一晩寝かせたカレーに食中毒の危険性 検出されたウェルシュ菌とは?

2017年4月11日(火)、3月8日(水)に東京都内の幼稚園で発生した集団食中毒の原因が、一晩寝かせたカレーに発生したウェルシュ菌によるものだということがわかりました。(参考) カレーを作って一晩寝かせてからも食べる、といった方もいらっしゃるかと思われますが、いったいウェルシュ菌とはどのような細菌なのでしょうか。 今回はウェルシュ菌の概要、ウェルシュ菌による食中毒を起こしやすい料理、病院での治療内容などを医師に解説していただきました。

ウェルシュ菌とは

ボツリヌス菌と同じクロストリジウム属の細菌で、酸素のない場所で繁殖することができ、熱に強い性質があります。 人や動物の腸に存在するため、健康な状態でも便の中に見られ、肉や魚など食品にも付着しています。

一晩寝かせたカレーはなぜ食中毒の危険がある?

加熱することで他の細菌は死滅しても、熱に強いウェルシュ菌の芽胞は生き残ります。 特に、カレーはとろみがあるため加熱をやめてもゆっくりしか冷めず、鍋の中央では無酸素状態となり、ウェルシュ菌の繁殖に有利な状況になります。

ウェルシュ菌による食中毒を起こしやすい料理

カレー以外にも煮物やスープ、ハンバーグ、ローストビーフなどでウェルシュ菌による食中毒が生じています。 食べる前日に大量に調理し、翌日温めなおす場合に起こるため、給食施設での集団発生が起こりやすくなります。

ウェルシュ菌による食中毒の症状

6~18時間の潜伏期間を経て、水のような下痢や腹痛が起こります。 吐き気や発熱は見られないことが多いとされ、1、2日で回復し、後遺症を残すことはまれとされています。 抵抗力の低い子ども、高齢者、妊婦は特に注意が必要です。

一晩寝かせる以外にある危険な調理法

加熱が不十分
一般的な細菌は、加熱により死滅します。

素手で調理する
手には雑菌が付着しています。
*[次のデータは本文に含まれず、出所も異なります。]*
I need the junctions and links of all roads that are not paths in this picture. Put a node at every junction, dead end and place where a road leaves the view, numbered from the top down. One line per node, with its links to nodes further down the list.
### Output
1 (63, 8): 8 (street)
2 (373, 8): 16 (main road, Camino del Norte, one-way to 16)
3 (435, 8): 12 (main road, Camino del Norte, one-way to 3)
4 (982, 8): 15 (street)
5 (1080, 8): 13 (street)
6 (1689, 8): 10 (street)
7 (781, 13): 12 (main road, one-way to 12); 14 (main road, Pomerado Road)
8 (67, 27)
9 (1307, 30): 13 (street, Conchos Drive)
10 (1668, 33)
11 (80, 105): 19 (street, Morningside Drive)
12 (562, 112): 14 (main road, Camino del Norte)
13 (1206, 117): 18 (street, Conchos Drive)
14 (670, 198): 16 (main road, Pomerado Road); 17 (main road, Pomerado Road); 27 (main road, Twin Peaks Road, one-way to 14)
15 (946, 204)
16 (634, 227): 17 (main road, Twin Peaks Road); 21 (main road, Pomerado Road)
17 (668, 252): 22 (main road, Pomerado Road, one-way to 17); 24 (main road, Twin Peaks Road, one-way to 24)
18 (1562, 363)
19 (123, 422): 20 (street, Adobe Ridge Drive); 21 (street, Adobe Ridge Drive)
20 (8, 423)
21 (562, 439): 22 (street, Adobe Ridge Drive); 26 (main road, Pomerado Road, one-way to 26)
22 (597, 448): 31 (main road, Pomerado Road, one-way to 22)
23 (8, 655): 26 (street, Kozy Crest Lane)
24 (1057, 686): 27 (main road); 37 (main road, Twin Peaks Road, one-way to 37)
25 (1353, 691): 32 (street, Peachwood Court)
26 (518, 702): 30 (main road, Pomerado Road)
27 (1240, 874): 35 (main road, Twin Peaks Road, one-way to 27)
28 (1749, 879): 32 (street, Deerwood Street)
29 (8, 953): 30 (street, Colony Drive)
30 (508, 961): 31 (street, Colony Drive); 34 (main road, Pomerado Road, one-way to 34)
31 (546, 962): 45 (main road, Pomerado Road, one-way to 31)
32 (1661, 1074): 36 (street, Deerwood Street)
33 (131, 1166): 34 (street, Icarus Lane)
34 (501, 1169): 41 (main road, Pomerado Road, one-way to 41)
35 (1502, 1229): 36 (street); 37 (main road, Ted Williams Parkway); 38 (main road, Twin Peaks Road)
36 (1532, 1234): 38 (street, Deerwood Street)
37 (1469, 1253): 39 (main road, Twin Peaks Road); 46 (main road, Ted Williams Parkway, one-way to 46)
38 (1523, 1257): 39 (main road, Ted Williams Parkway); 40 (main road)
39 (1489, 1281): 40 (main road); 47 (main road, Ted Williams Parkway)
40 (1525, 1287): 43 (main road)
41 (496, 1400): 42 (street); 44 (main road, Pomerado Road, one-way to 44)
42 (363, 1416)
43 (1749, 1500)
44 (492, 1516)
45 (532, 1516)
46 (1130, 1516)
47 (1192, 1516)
特に、お弁当に入れるおにぎりは素手で作らないようにしましょう。

自家製の保存食
自家製の瓶詰、缶詰、真空パック食品で、ボツリヌス菌による食中毒が生じることがあります。

生で食べる食材と加熱食材を同じ器具で調理する
例えば豚肉を切った包丁やまな板でサラダの野菜を調理すると、豚肉には加熱をしていても、野菜に食中毒の原因菌やウイルスが付着することになります。

食中毒の応急処置

■ ステップ1
嘔吐や下痢がある場合、我慢せず出すようする

■ ステップ2
市販の下痢止めや吐き気止めは使用せず、水分補給に努める

■ ステップ3
水分が取れず尿が出ない、意識がもうろうとするなどの脱水症状があったり、周囲に同じような症状の人がいる場合は速やかに病院を受診する

■ ステップ4
ウイルスが原因の食中毒は、便や嘔吐物中のウイルスが他人への感染を引き起こすこともあるので、ビニール袋で密封したり、次亜塩素酸で処理するなどの予防策を行う

食中毒の病院での治療

食中毒で救急車を呼ぶ判断基準
病院への移動が難しいほど衰弱していたり、意識がもうろうとしている場合は救急車を呼んで下さい。

検査
血液や便を検査し、原因究明に努めます。

治療内容
点滴により脱水を予防します。原因が細菌である場合、抗生物質を投与します。

処方される薬
原因になる細菌に効果のある抗生物質や、整腸剤を使用します。
食中毒の予防対策

□ 食品は消費期限を把握し、早めに使い切る
□ 肉や魚を購入したら、汁が他の食品につかないようにする
□ 肉、魚、卵などを扱う場合は、前後に手洗いをする
□ 冷蔵庫は10℃以下、冷凍庫はー15℃以下に保つ
□ 冷蔵庫に食品を詰め過ぎない
□ 調理器具は熱湯や次亜塩素酸で消毒し乾燥させる
□ 肉や魚は中心温度75℃以上で1分以上加熱する
□ 保存していた食品はにおいや色を確認し、怪しいと思ったら捨てる
□ 保存食はパッケージが膨らんでいたら内部でガスが発生しているので捨てる
□ 真空パックに入っている食品でも、要冷蔵と書いてあったら内部は無菌ではないので必ず冷蔵する

最後に医師から一言

食中毒はO157など一部を除くと後遺症なく治癒することが多いですが、下痢や嘔吐は大変苦しい症状であります。 できる限り発生させないように対策をしましょう。 (監修:Doctors Me 医師)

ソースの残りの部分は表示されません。